Julien d’Abrigeon, fablab

Les fables de Julien d’Abrigeon

Il faut tirer fablab bien plus du côté de la fable que du bla­bla­bla. D’abord parce que les per­son­nages du livre sont en grande par­tie des ani­maux. Ensuite, parce que chaque texte pos­sède une morale abrupte du type : « Les efforts. Le mérite » ou encore « Lutte armée.

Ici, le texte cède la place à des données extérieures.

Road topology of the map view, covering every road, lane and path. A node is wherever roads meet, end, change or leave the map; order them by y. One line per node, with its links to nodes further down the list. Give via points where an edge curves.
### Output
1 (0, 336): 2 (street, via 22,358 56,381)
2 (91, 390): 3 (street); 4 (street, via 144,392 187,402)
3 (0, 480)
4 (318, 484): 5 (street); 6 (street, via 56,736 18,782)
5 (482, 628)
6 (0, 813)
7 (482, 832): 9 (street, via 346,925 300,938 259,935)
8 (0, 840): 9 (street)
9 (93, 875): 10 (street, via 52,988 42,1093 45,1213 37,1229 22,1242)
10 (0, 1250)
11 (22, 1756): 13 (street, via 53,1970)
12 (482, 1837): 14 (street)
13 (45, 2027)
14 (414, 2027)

Si laid en ce miroir ». En avant de chaque conclu­sion, les textes se découpent à coup de barres obliques : manière d’éliminer toutes graisses : peu d’adjectifs, igno­rance de l’adverbe. Bref, pas de déco si ce n’est celle qu’en nou­veaux loca­taires les renards accordent aux anciens ter­riers de lapins.
C’est pour­quoi chaque texte avance aussi pri­me­sau­tier qu’altier. A peine fixée, la parole semble s’envoler : mais elle tient, « souffle l’emporte / l’emporte à porte ». Le texte n’attend pas et pour­tant il reste. Sans digres­sion ver­bale. Il débute, il attaque, il pousse. Rendez-vous pris et il est temps déjà de pas­ser à autre chose. Cela ne traîne pas : et comme l’écrit l’auteur, « ça râpe, ça frotte, ça arrache la peau ». Tout cela cuit comme il le faut. On entend les poules voler même si, pré­cise l’auteur, ce n’est pas leur objec­tif et qu’elle pré­fèrent cou­ver « des jours entiers un œuf de plâtre .»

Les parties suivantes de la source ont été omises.